Ending a marriage or relationship may resolve some problems but also have financial consequences. In a California divorce or separation, however, a court may order a spouse to pay spousal support or alimony or a domestic partner to pay partner support.
A spouse or domestic partner can seek a support order from a court in a divorce, legal separation, or annulment. Courts may also include support orders in a domestic violence restraining order.
Temporary spousal support or temporary partner support orders may be issued if a party needs support during an ongoing court case. Courts can also order permanent or long-term spousal or partner support after the divorce or legal separation is final.
Courts want to assure that a spouse or partner receiving support will be able to support themselves within a reasonable time. Local judges generally use a formula to calculate the amount of temporary support.
For permanent support, judges rely on California legal standards:
- The marriage or relationship’s length.
- A spouse or partner’s needs based on the standard of living during the marriage or relationship.
- The amount each person pays or can pay, including earnings and earnings capacity, to maintain their standard of living during the marriage or domestic partnership.
- Whether employment would pose childcare difficulties.
- Spouses’ or partners’ age and health.
- Debts and assets.
- Whether a spouse or partner assisted the other party with their education, training, career, or professional licensure.
- Whether there was domestic violence.
- If a spouse’s or domestic partner’s career was affected by unemployment, childcare, or domestic duties.
- Any spousal support tax consequences.
A court support order must be followed until the end date in the order, a court orders a change, or a court ends support. Orders may also end if the recipient party dies, remarries, or registers a new domestic partnership.
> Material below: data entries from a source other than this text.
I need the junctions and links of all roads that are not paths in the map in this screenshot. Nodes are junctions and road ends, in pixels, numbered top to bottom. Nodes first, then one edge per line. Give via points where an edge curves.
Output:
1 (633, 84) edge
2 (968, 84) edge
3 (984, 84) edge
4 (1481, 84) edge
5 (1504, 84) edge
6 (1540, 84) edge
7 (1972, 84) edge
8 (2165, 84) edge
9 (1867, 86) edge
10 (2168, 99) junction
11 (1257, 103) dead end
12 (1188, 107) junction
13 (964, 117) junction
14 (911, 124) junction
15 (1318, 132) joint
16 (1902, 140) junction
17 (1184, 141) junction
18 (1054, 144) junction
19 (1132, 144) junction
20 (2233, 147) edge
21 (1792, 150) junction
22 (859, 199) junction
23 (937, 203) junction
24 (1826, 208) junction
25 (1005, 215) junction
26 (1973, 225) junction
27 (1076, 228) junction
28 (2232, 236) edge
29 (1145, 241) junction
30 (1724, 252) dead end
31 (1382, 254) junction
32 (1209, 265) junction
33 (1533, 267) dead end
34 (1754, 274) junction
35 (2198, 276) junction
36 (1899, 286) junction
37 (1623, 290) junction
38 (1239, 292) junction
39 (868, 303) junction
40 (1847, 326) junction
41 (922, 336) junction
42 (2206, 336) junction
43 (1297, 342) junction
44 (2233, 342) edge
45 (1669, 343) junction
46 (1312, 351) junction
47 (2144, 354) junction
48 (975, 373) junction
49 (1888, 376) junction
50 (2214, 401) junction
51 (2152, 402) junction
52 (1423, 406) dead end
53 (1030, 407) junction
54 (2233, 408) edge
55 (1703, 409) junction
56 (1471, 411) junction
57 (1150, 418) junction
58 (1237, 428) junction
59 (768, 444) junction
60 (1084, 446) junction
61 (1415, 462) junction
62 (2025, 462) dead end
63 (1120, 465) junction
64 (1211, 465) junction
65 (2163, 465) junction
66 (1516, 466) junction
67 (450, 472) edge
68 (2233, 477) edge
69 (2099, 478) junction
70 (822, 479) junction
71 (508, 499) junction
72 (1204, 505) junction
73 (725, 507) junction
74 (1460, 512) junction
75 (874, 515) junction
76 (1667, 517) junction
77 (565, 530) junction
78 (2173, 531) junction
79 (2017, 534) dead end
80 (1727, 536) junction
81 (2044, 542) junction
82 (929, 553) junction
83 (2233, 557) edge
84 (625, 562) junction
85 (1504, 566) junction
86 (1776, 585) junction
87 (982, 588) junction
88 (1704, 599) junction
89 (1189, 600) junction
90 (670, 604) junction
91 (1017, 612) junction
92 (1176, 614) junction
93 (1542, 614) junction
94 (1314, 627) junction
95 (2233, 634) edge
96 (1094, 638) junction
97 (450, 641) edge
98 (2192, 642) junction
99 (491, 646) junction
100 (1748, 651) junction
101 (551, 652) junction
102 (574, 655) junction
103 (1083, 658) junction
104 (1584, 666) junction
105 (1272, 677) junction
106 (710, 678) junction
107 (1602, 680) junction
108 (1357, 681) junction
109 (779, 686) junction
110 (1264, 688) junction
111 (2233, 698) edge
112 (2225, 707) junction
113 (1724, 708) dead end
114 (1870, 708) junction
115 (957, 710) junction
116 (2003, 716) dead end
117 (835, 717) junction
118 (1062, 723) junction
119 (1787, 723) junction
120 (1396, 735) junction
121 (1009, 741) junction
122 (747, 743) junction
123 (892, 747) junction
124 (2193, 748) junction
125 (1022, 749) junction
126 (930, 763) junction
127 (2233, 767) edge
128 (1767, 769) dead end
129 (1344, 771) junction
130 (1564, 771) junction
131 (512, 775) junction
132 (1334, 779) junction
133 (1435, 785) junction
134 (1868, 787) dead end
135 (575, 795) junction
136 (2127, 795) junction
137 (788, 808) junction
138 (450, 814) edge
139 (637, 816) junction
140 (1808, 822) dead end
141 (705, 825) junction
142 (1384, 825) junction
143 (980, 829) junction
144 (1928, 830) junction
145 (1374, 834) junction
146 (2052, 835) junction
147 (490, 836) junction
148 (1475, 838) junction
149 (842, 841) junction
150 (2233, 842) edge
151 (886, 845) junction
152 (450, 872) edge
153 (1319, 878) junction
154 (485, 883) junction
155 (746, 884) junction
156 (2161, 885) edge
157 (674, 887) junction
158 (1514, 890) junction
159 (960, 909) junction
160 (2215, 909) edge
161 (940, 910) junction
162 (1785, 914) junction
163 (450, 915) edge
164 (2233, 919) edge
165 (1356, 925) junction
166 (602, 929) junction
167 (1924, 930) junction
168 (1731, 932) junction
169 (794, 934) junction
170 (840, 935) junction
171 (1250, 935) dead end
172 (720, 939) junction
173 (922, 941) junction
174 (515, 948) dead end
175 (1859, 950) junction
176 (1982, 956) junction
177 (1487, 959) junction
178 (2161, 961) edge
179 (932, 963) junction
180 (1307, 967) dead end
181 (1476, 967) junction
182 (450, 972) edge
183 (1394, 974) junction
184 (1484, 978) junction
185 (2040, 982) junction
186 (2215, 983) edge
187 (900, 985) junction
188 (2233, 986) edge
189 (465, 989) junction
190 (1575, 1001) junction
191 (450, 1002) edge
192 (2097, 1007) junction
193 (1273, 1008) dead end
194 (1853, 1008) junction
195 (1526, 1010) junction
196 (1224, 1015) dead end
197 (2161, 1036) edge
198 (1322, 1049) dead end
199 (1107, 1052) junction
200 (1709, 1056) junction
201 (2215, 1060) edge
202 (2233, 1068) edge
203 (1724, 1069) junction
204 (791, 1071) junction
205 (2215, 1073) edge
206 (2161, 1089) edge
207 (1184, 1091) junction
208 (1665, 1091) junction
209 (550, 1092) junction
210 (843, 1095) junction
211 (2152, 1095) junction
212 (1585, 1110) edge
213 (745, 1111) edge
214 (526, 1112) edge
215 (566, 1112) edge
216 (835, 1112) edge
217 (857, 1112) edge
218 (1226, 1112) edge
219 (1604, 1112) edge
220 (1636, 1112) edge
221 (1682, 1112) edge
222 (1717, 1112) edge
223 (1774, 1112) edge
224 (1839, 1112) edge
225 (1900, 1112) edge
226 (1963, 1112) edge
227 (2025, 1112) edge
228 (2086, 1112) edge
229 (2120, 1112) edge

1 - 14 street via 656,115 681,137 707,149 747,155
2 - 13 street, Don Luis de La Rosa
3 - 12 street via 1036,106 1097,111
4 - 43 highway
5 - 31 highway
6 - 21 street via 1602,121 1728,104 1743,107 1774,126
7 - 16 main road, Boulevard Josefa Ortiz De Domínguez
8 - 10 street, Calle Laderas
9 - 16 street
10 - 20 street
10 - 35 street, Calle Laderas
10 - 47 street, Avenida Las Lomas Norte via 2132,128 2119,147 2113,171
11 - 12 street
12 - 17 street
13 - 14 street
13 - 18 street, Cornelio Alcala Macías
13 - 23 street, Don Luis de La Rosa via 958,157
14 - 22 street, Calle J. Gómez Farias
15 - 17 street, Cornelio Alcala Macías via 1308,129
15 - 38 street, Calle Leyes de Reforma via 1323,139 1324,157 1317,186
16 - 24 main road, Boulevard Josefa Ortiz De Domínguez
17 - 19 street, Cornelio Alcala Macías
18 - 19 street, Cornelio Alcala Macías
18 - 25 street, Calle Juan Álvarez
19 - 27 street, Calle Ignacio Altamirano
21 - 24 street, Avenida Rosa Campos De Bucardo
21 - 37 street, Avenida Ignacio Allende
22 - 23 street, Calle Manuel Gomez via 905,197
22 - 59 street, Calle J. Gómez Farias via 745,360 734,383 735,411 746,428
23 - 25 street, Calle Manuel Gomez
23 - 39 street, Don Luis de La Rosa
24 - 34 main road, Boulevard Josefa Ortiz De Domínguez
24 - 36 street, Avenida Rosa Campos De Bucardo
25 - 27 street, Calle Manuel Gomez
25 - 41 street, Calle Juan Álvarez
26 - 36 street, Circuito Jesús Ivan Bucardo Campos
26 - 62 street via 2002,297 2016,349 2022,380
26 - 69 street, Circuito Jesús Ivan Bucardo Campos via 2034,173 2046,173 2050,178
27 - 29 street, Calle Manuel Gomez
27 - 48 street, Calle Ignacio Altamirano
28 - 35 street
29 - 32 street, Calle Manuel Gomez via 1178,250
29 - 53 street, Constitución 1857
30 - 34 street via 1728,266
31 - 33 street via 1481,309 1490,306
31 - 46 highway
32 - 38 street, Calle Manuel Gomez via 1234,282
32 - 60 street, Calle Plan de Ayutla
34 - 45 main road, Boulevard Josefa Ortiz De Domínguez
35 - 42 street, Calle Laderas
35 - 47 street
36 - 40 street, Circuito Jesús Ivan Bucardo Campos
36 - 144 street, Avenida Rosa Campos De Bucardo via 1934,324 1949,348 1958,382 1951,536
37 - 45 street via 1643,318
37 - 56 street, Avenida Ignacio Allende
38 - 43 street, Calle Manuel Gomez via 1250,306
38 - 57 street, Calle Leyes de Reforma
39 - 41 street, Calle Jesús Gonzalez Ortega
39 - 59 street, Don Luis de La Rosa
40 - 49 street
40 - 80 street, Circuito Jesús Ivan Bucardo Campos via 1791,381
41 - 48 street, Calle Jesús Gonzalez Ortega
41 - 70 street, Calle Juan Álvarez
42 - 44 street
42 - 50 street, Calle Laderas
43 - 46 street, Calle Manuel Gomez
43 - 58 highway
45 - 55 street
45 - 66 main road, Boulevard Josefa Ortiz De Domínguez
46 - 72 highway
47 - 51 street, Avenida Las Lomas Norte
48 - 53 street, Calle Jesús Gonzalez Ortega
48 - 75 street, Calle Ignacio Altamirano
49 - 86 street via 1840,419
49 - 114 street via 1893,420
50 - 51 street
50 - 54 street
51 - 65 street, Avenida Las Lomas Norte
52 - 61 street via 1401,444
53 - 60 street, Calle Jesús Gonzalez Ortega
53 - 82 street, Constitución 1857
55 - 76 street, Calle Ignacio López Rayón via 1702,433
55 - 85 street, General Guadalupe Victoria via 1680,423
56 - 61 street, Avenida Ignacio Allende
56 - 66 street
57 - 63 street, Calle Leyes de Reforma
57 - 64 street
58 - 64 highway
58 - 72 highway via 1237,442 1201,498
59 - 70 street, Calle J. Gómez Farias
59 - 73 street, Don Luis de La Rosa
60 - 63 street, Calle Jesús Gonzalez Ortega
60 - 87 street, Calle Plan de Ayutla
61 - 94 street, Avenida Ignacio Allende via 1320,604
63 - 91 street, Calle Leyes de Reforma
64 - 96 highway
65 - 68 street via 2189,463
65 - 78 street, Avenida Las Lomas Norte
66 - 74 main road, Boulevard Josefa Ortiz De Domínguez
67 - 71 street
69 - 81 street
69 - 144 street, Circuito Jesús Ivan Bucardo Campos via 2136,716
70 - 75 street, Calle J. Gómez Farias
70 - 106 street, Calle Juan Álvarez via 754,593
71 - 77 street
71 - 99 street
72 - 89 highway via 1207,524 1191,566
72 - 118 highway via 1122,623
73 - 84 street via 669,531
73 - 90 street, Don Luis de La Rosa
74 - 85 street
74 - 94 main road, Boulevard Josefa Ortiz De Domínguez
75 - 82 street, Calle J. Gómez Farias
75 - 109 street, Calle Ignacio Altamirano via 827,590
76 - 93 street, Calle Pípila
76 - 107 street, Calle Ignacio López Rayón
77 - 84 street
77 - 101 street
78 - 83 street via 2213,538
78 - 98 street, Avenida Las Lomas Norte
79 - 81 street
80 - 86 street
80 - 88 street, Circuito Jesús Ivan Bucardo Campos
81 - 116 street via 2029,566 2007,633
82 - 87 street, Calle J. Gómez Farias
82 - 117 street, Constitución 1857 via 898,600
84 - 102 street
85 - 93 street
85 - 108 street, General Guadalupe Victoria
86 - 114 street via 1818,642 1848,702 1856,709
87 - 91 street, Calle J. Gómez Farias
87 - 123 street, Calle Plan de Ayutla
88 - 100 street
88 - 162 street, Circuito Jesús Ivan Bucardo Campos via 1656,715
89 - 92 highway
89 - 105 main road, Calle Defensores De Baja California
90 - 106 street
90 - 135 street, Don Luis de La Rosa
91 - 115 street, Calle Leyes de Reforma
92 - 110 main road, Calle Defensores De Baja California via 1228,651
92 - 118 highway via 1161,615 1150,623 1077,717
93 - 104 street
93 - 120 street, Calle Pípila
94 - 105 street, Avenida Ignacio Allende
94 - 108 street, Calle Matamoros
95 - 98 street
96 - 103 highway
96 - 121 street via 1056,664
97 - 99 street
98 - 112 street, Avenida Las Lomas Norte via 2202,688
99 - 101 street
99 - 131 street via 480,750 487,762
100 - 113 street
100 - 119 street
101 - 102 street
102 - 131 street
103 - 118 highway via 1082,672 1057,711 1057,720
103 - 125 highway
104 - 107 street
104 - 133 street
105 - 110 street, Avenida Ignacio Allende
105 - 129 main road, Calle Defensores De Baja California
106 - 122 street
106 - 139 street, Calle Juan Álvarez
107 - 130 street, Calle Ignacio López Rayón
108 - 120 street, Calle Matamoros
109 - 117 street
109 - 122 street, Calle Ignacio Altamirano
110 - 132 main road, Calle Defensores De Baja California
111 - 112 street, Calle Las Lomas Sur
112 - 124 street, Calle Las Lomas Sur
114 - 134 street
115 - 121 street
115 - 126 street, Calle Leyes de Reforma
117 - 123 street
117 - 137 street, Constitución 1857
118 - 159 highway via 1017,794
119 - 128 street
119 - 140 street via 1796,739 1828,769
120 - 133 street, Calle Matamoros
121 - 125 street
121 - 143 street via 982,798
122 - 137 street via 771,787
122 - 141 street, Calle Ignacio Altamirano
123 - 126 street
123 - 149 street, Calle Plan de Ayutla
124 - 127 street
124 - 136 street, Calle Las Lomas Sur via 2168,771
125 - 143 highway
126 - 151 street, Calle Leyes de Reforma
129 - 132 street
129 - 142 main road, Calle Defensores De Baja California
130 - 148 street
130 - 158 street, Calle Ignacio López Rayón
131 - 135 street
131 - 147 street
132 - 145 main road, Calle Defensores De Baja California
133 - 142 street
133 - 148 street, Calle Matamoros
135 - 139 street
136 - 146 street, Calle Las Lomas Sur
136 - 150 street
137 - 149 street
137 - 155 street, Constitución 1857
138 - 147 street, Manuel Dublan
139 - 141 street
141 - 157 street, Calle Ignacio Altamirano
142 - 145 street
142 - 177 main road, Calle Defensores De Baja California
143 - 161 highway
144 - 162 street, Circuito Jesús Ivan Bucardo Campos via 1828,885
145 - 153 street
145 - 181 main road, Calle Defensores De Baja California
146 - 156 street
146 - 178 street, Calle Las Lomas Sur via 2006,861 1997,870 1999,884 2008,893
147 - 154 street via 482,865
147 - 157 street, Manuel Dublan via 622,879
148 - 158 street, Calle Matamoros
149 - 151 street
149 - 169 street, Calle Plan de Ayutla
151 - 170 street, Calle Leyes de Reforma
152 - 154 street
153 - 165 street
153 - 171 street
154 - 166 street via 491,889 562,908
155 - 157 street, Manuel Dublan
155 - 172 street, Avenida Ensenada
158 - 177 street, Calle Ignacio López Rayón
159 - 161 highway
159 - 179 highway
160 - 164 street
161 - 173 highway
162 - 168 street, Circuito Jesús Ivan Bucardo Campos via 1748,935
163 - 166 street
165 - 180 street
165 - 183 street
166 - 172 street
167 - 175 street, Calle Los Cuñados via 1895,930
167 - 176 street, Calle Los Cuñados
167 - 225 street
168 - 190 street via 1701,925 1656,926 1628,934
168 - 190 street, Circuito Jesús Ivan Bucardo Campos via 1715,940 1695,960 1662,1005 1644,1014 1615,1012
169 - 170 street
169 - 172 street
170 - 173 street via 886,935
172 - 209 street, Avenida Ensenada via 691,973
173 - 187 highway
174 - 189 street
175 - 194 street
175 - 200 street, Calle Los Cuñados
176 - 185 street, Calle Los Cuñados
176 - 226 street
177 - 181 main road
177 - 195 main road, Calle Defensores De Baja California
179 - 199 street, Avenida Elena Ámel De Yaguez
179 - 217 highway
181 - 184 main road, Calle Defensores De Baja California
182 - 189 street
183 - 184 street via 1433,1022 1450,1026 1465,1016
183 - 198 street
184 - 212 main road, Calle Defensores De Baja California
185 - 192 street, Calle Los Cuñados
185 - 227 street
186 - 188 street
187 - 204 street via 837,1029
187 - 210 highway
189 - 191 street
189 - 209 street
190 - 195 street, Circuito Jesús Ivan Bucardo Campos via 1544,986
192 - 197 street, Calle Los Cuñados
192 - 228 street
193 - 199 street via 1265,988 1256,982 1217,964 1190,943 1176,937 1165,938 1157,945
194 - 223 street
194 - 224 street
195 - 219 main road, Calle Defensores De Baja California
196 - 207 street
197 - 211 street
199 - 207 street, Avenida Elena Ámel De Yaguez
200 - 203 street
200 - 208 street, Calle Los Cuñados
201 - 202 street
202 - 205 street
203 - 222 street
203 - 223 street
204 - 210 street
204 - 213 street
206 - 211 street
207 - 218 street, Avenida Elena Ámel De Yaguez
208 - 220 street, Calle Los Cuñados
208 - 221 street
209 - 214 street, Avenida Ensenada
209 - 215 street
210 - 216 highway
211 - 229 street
Ten percent interest per year is added on the balance due if a spouse or partner falls behind on their payments. A court order or garnishment concerning past-due support may include an amount exceeding the monthly ordered amount which goes toward resolving the arrears.
A court may find that a party in arrears is in contempt of court if they can pay support. This can lead to imprisonment in serious cases.
Either party may ask for modifications if there is a change in circumstances. This must be something significant such as a spouse or partner no longer needing support, the payor’s income substantially dropping, or a recipient party who is not making a good-faith effort to become self-supporting.
Seeking support may be complicated. An attorney can help protect a party’s rights in these proceedings.